The Flanders Brilliant is a full square brilliant cut. The stone is polished to perfection. The angles and proportions of the facets are carefully calculated to increase the stone’s ability to catch and play with the light. The upper facets on the crown of the stone enhance the fire, while the deep sides, called the pavilion are designed to improve reflection, hereby producing a beautiful gem filled with fire and sparkle.
To look at the Flanders Brilliant is to look at a magical lightshow of dazzling and stunning brilliancy.
The Flanders Brilliant is undoubtedly the most attractive shape, combining to perfection brilliancy, fire and scintillation.
The Flanders Brilliant starts out from the fact that the most important facets, meaning the table, the stars the bezels and the pavilions, need to have the same typical features as the round brilliant.
Moreover the Flanders Brilliant needs to meet some supplementary conditions
seen from above, the edges of the table and the stars have to match a pattern of two perfect squares, with a difference in angle of 45 degrees.

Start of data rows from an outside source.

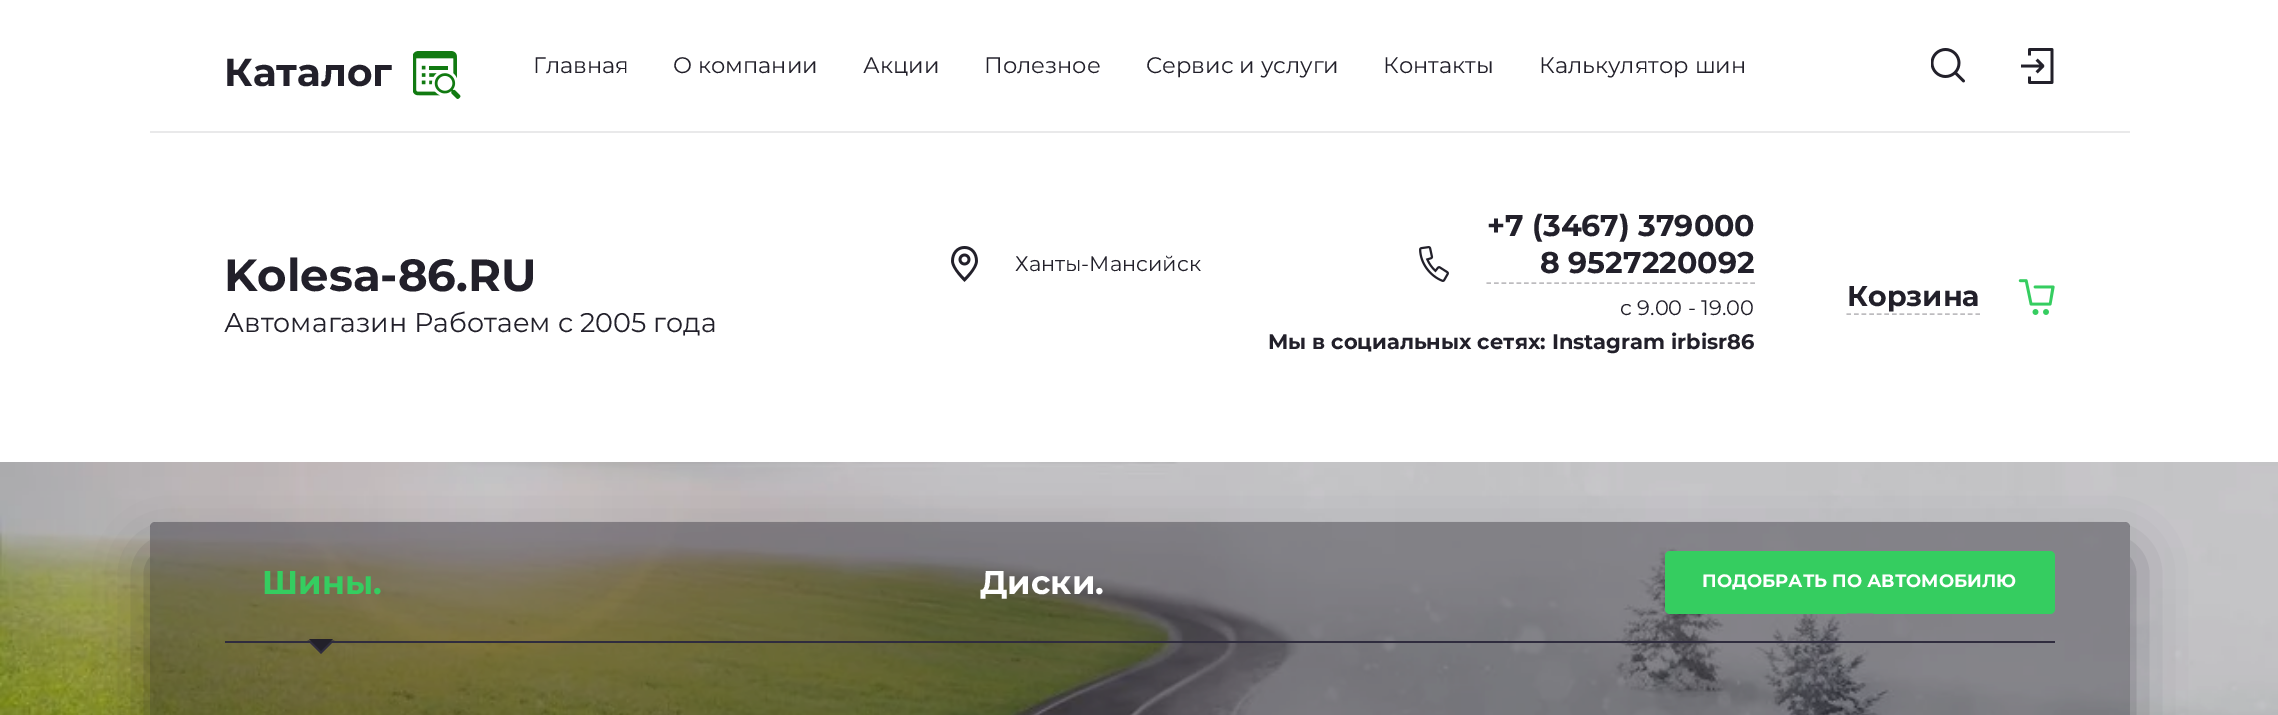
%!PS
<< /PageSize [2278 715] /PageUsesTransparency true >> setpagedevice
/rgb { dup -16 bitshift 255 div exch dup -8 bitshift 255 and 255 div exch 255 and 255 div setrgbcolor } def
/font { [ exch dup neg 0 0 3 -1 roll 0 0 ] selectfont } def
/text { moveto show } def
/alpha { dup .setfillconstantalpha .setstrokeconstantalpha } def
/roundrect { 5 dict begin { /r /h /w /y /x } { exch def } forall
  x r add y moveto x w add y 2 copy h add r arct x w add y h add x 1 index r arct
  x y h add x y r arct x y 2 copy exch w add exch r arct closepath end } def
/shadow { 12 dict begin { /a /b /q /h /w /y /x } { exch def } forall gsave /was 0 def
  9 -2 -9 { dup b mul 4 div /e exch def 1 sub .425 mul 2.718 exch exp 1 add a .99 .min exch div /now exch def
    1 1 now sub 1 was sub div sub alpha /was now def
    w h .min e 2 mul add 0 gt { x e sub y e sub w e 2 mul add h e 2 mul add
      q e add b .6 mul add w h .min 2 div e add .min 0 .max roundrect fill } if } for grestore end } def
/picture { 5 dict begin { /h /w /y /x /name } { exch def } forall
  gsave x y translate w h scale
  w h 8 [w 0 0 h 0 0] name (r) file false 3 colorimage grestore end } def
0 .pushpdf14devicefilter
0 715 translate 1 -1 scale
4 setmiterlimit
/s1 { /Montserrat-Bold 39 font 16#22202A rgb } def
/s2 { /Montserrat-Regular 22.5 font 16#22202A rgb } def
/s3 { /Montserrat-Bold 45 font 16#22202A rgb } def
/s4 { /Montserrat-Regular 27 font 16#22202A rgb } def
/s5 { /Montserrat-Regular 21 font 16#22202A rgb } def
/s6 { /Montserrat-Bold 30 font 16#22202A rgb } def
/s7 { /Montserrat-Bold 21 font 16#22202A rgb } def
/s8 { /Montserrat-Bold 28.5 font 16#22202A rgb } def
/s9 { /Montserrat-Bold 33 font 16#35CD60 rgb } def
/s10 { /Montserrat-Bold 33 font 16#FFFFFF rgb } def
/s11 { /Montserrat-Bold 18 font 16#FFFFFF rgb } def
16#FFFFFF rgb
0 0 2278 715 rectfill
16#E9E9EA rgb
150 131 1980 2 rectfill
s1
(Каталог) 224 86 text
(pic1.raw) 413 51 48 48 picture
s2
(Главная) 533 73 text
(О компании) 673 73 text
(Акции) 863 73 text
(Полезное) 984 73 text
(Сервис и услуги) 1146 73 text
(Контакты) 1383 73 text
(Калькулятор шин) 1539 73 text
(pic2.raw) 1931 48 34 35 picture
(pic3.raw) 2021 48 33 36 picture
s3
(Kolesa-86.RU) 224 291 text
s4
(Автомагазин Работаем с 2005 года) 224 332 text
(pic4.raw) 951 246 27 36 picture
s5
(Ханты-Мансийск) 1015 271 text
(pic5.raw) 1419 246 30 36 picture
16#BDBCBF rgb
1.5 setlinewidth
[4.5 3.04] 0 setdash
1486.5 283 moveto 1755 283 lineto stroke
s6
(+7 \(3467\) 379000) 1487 236 text
(8 9527220092) 1540 273 text
s5
(с 9.00 - 19.00) 1620 315 text
s7
(Мы в социальных сетях: Instagram irbisr86) 1268 349 text
s8
(Корзина) 1847 306 text
16#BDBCBF rgb
[4.5 3.09] 0 setdash
1846.5 314 moveto 1980 314 lineto stroke
(pic6.raw) 2018 279 37 36 picture
(pic7.raw) 0 462 2278 253 picture
gsave
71 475 moveto 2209 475 lineto 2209 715 lineto 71 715 lineto closepath 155 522 moveto 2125 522 lineto 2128 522 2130 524 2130 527 curveto 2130 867 lineto 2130 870 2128 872 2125 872 curveto 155 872 lineto 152 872 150 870 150 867 curveto 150 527 lineto 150 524 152 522 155 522 curveto closepath eoclip newpath
16#22202A rgb
150 554 1980 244 5 26 0.51 shadow
grestore
0.4 alpha
16#22202A rgb
150 522 1980 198 5 roundrect fill
1 alpha
16#2F2C3E rgb
225 641 1830 2 rectfill
s9
(Шины.) 262 594 text
16#2F2C3E rgb
307.5 640.5 moveto 334.5 640.5 lineto 321 654 lineto closepath fill
16#22202A rgb
309 639 moveto 333 639 lineto 321 651 lineto closepath fill
s10
(Диски.) 980 594 text
16#35CD60 rgb
1665 551 390 63 5 roundrect fill
s11
(ПОДОБРАТЬ ПО АВТОМОБИЛЮ) 1702 587 text
16#828187 rgb
1846.5 613.5 moveto 1873.5 613.5 lineto 1860 627 lineto closepath fill
.poppdf14devicefilter showpage
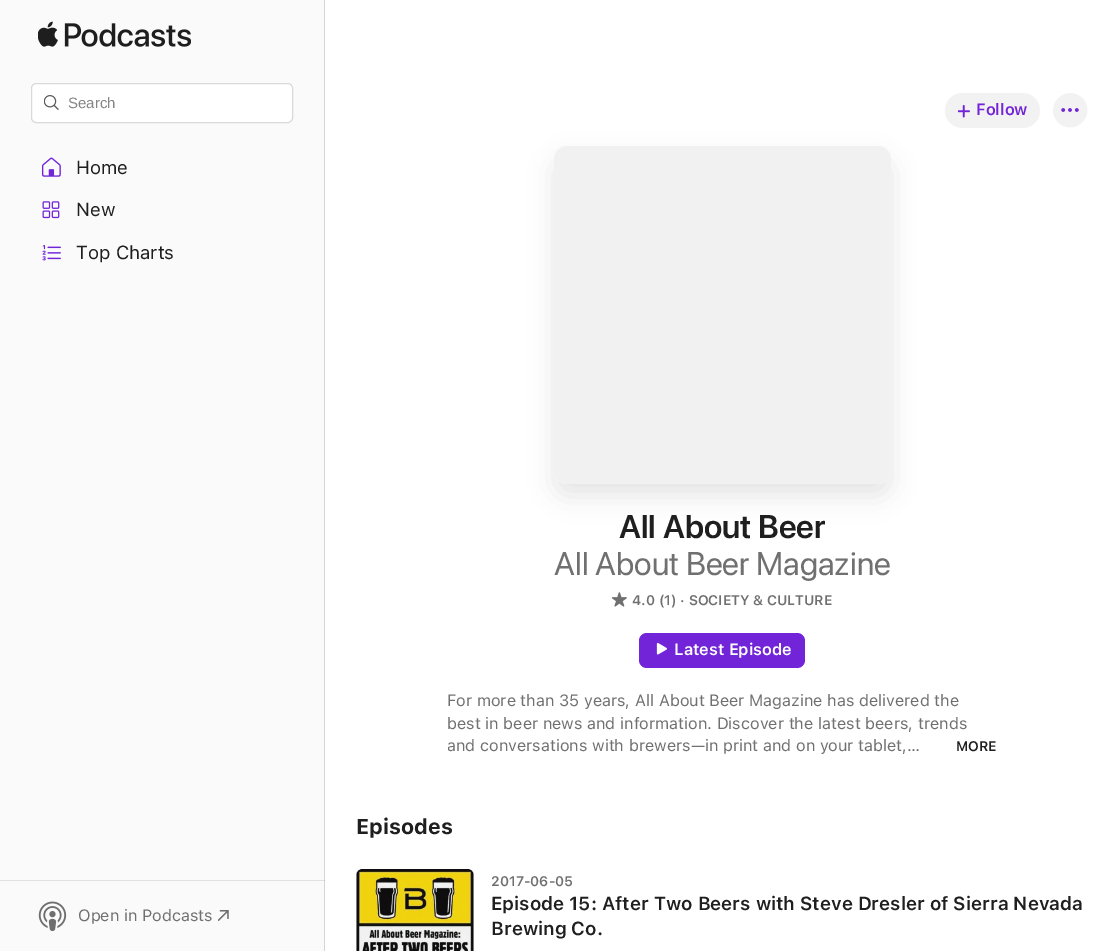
%!PS
<< /PageSize [1118 951] /PageUsesTransparency true >> setpagedevice
/m/moveto load def
/l/rlineto load def
/c/rcurveto load def
/z/closepath load def
/f/fill load def
/s/stroke load def
/q/gsave load def
/Q_/grestore load def
/C { dup -16 bitshift 255 div exch dup -8 bitshift 255 and 255 div exch 255 and 255 div setrgbcolor } def
/F { [ exch dup neg 0 0 3 -1 roll 0 0 ] selectfont } def
/T { moveto show } def
/R { rectfill } def
/A { dup .setfillconstantalpha .setstrokeconstantalpha } def
/Q { 5 dict begin { /r /h /w /y /x } { exch def } forall
  x r add y moveto x w add y 2 copy h add r arct x w add y h add x 1 index r arct
  x y h add x y r arct x y 2 copy exch w add exch r arct closepath end } def
/S { 12 dict begin { /a /b /q /h /w /y /x } { exch def } forall gsave /was 0 def
  9 -2 -9 { dup b mul 4 div /e exch def 1 sub .425 mul 2.718 exch exp 1 add a .99 .min exch div /now exch def
    1 1 now sub 1 was sub div sub A /was now def
    w h .min e 2 mul add 0 gt { x e sub y e sub w e 2 mul add h e 2 mul add
      q e add b .6 mul add w h .min 2 div e add .min 0 .max Q fill } if } for grestore end } def
/I { 5 dict begin { /h /w /y /x /name } { exch def } forall
  gsave x y translate w h scale
  w h 8 [w 0 0 h 0 0] name (r) file false 3 colorimage grestore end } def
0 .pushpdf14devicefilter
0 951 translate 1 -1 scale
4 setmiterlimit
16#FFFFFF C
0 0 1118 951 R
16#FAFAFA C
0 0 324 951 R
16#E1E1E1 C
0 880 325 1 R
16#D5D5D5 C
324 0 1 951 R
16#C0C0C0 C
324 880 1 1 R
(1.rgb) 38 21 153 26 I
16#FFFFFF C
31.5 83.5 261 39 4.5 Q q f Q_
16#D9D9D9 C
s
(2.rgb) 44 95 15 15 I
/LiberationSans-Regular 15 F
16#858585 C
(Search) 68 108 T
(3.rgb) 41 157 20 20 I
/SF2-Regular 18.75 F
16#1F1F1F C
(Home) 76 174 T
(4.rgb) 42 201 18 18 I
(New) 76 216 T
(5.rgb) 42 245 19 16 I
(Top Charts) 76 259 T
(6.rgb) 38 901 29 30 I
/SF2-Regular 16.25 F
16#707070 C
(Open in Podcasts) 78 921 T
(7.rgb) 218 910 11 11 I
16#F2F2F2 C
945 93 95 35 17.5 Q f
(8.rgb) 958 105 12 13 I
/SF-SemiBold 16.25 F
16#7224D8 C
(Follow) 976 115 T
(9.rgb) 1053 93 35 35 I
16#000000 C
554 159 337 337 13 12.5 .1 S
16#FEFEFE C
554 146 337 338 13 Q f
16#F1F1F1 C
567 146 m 311 0 l 7 0 13 6 13 13 c 0 312 l 0 7 -6 13 -13 13 c -311 0 l -7 0 -13 -6 -13 -13 c 0 -312 l 0 -7 6 -13 13 -13 c z f
/SF2-SemiBold 32.5 F
16#1F1F1F C
(All About Beer) 619 538 T
/SF-Regular 32.5 F
16#707070 C
(All About Beer Magazine) 554 575 T
(10.rgb) 611 592 16 15 I
/SF-SemiBold 13.75 F
(4.0 \(1\) · SOCIETY & CULTURE) 632 605 T
16#7224D8 C
639 633 166 35 8 Q f
(11.rgb) 656 643 11 12 I
/SF-SemiBold 16.25 F
16#FFFFFF C
(Latest Episode) 674 655 T
/SF2-Regular 16.25 F
16#707070 C
(For more than 35 years, All About Beer Magazine has delivered the) 447 706 T
(best in beer news and information. Discover the latest beers, trends) 447 729 T
q
448 690 550 68 rectclip
(and conversations with brewers—in print and on your tablet,…) 447 751 T
Q_
/SF-SemiBold 13.75 F
16#1F1F1F C
(MORE) 956 751 T
/SF-Bold 21.25 F
(Episodes) 356 834 T
16#D3D4D7 C
362 869 m 106 0 l 3.5 0 6 2.5 6 6 c 0 76 l -118 0 l 0 -76 l 0 -3.5 2.5 -6 6 -6 c z f
(12.rgb) 356 869 118 82 I
0.1 A
16#808080 C
362 869 m 106 0 l 3 0 6 3 6 6 c 0 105 l 0 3 -3 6 -6 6 c -106 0 l -3 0 -6 -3 -6 -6 c 0 -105 l 0 -3 3 -6 6 -6 c z f
/SF-SemiBold 13.75 F
1 A
16#707070 C
(2017-06-05) 491 886 T
/SF-SemiBold 18.75 F
16#1F1F1F C
(Episode 15: After Two Beers with Steve Dresler of Sierra Nevada) 491 910 T
(Brewing Co.) 491 935 T
.poppdf14devicefilter showpage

The round brilliant does not need to fulfill this condition : its sides of the corresponding squares can go from slightly collapsed to a little blown up.
View from above, the four largest girdle facets need to be of equal length as the sides of the quarters. Moreover they need to be parallel to and be located at an equal distance from the sides of one of the squares.
Besides their lengths, the same conditions apply to the four small girdle facets, but in this case compared to the sides of the twisted square. This, among others, results in the sides of the first square pointing inevitably at the angular points of the girdle.
Using the strict rules of analytical geometry and adding the other requirements for excellent or very good (perfect symmetry, closing of all facets, smooth polish etc..), every mathematical freak will say that the geometry of the “Flanders Brilliant” is indeed very remarkable and unique.
Its brilliancy is in fact the translation of all the exceptional aspects which are hidden mathematically and technologically in the stone. The “Flanders Brilliant” is also one of the rare models which are attractive in more than one position, i.e. either with the long girdle level horizontally, or shifted in an angle of 45 degrees. Many people are extremeley surprised at first, when they observe the model diagonally, but after a while most of them find the stone even more attractive in that position.